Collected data
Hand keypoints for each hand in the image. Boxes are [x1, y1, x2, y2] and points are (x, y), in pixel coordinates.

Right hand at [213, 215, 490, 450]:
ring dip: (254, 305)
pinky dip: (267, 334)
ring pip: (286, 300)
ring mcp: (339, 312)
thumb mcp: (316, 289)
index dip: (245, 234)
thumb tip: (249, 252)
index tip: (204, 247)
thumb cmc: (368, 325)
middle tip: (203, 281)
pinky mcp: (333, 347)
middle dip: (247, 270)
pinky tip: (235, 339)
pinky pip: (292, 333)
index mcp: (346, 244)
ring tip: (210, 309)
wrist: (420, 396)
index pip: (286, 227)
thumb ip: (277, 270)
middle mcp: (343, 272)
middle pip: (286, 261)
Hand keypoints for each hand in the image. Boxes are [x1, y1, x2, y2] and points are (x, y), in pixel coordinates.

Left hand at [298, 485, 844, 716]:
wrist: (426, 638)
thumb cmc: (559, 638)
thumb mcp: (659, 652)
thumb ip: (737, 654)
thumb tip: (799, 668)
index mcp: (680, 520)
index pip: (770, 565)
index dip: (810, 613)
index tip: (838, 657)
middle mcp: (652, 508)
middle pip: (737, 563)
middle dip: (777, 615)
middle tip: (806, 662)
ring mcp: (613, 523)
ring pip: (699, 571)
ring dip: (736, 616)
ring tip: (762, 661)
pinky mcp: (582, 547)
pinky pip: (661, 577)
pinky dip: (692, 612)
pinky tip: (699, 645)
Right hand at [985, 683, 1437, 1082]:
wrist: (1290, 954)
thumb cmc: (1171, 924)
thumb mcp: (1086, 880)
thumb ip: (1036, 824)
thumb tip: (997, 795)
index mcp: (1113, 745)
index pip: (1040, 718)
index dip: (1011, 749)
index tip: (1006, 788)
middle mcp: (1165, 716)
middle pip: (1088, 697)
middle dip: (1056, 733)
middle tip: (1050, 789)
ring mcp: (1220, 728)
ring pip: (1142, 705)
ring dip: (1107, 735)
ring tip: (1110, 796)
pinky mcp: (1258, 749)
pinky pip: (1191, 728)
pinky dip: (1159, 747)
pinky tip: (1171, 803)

--

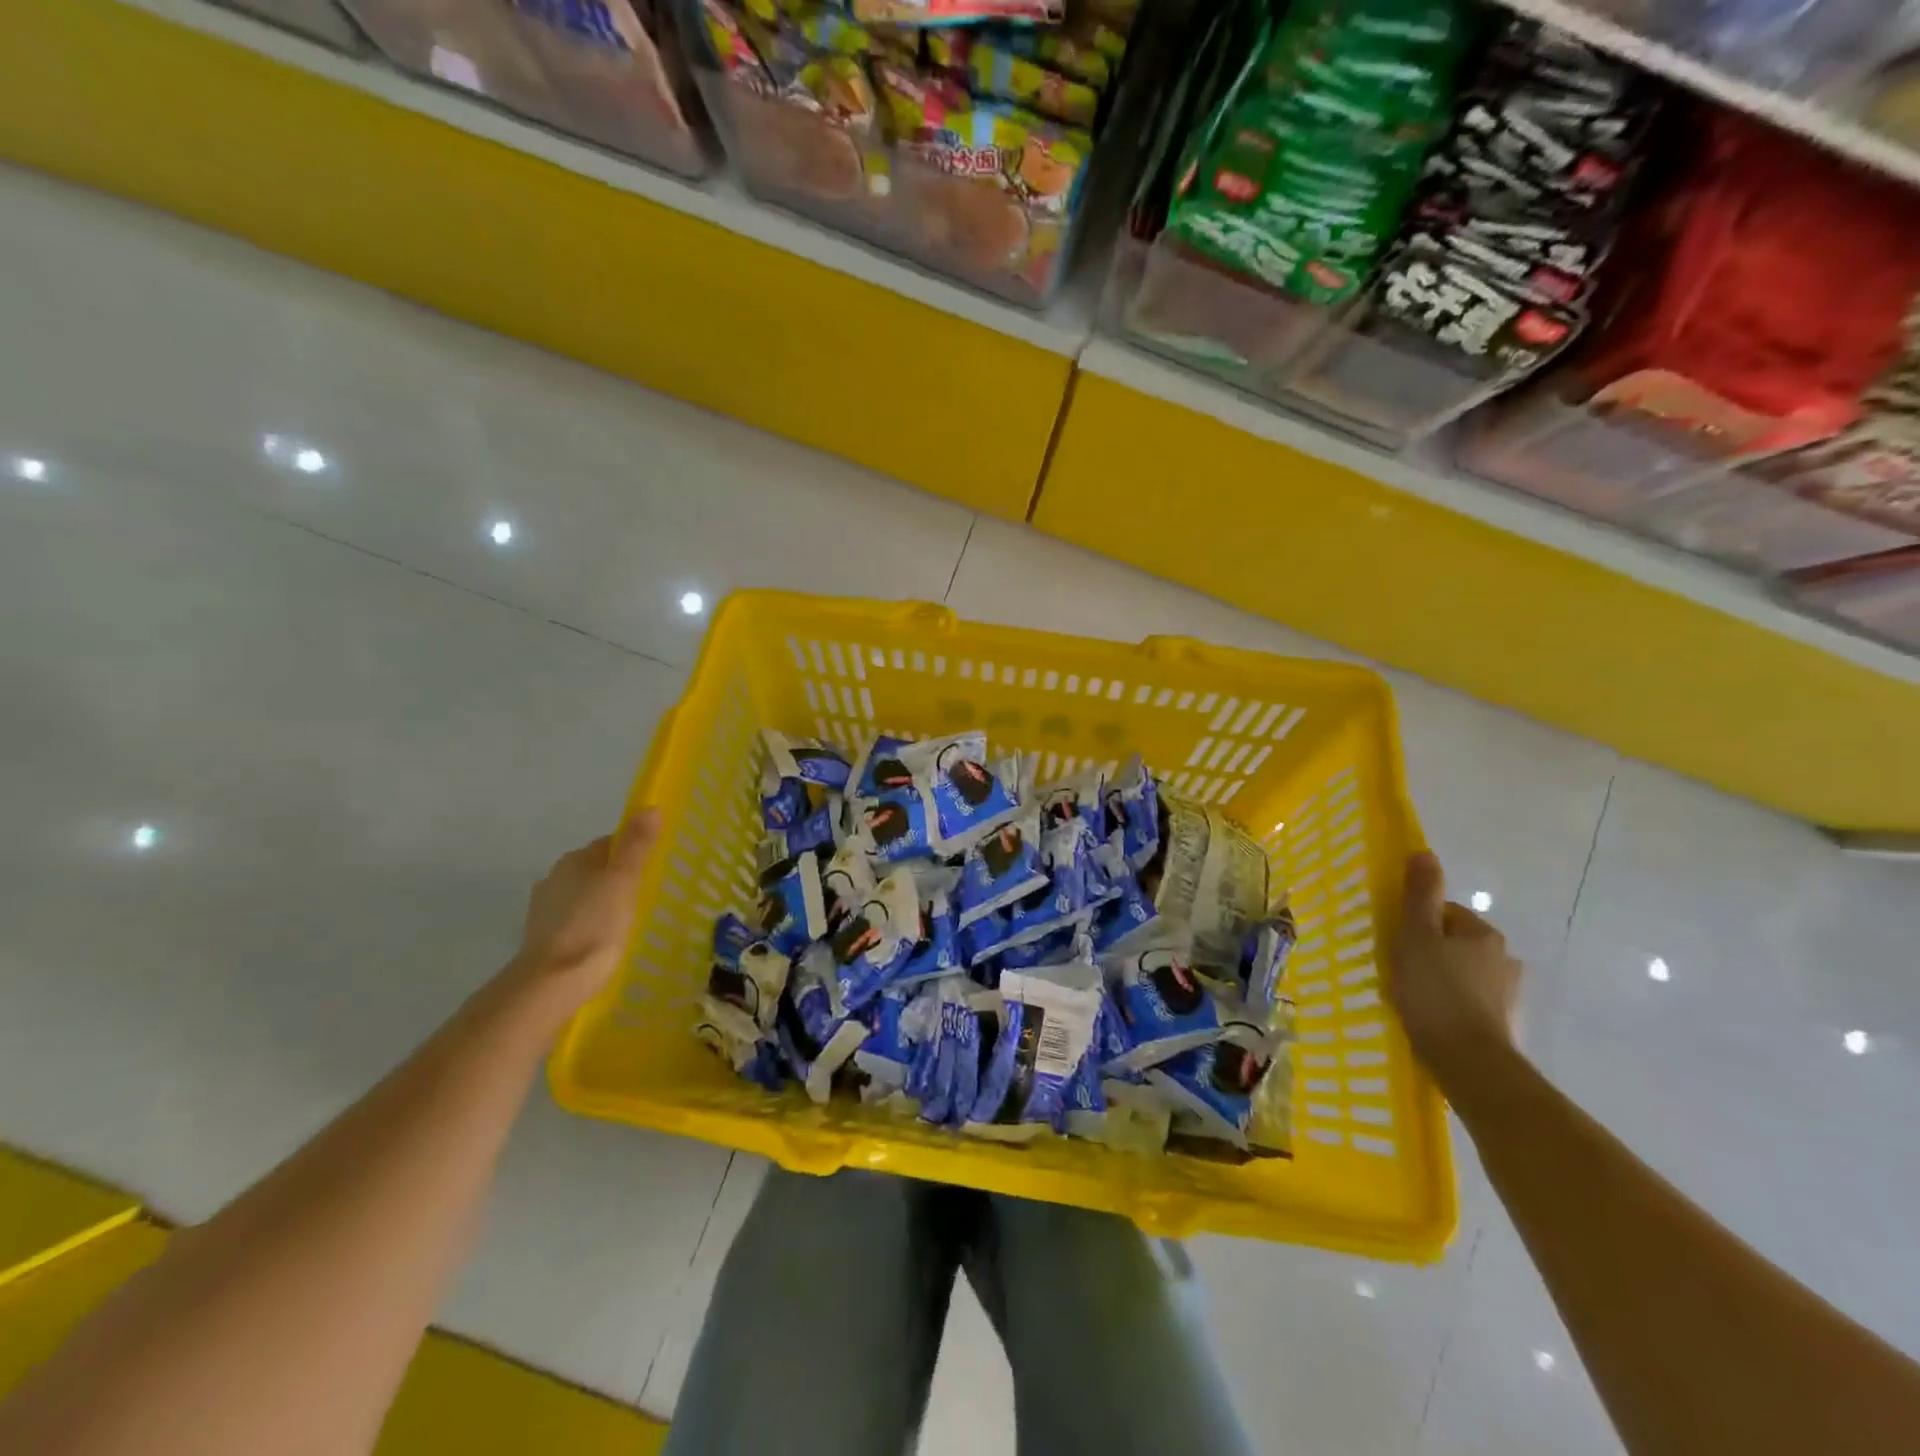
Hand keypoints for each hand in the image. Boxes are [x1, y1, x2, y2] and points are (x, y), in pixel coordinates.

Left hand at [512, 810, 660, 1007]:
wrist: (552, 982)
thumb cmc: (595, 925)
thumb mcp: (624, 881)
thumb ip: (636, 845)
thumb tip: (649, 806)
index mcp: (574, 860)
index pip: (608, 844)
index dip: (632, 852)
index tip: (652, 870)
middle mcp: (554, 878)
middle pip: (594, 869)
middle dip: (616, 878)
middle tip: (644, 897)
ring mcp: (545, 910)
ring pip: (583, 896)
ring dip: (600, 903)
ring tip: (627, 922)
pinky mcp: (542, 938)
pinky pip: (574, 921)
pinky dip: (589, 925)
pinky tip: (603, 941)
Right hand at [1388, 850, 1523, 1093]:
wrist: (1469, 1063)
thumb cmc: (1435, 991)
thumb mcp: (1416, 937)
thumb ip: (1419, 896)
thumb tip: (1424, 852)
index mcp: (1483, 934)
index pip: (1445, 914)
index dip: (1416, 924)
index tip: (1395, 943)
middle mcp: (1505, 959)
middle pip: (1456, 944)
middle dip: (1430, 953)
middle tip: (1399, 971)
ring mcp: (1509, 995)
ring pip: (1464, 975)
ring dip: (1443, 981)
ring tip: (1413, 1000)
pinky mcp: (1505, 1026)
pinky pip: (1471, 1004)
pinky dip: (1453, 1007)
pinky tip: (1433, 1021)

| Prompt |
Every line above from the line with "thumb ip: (1036, 824)" to the line with "ring tip: (1110, 796)" is wanted, ends included; write them out exactly and add no other line.

| Task solution |
thumb ip: (1036, 824)
thumb tip: (997, 795)
index mcp: (1113, 745)
index pip: (1040, 718)
index dip: (1011, 749)
index tip: (1006, 788)
middle mcp: (1165, 716)
middle pip: (1088, 697)
middle dip: (1056, 733)
middle tip: (1050, 789)
ring mcp: (1220, 728)
ring pip: (1142, 705)
ring dip: (1107, 735)
ring tip: (1110, 796)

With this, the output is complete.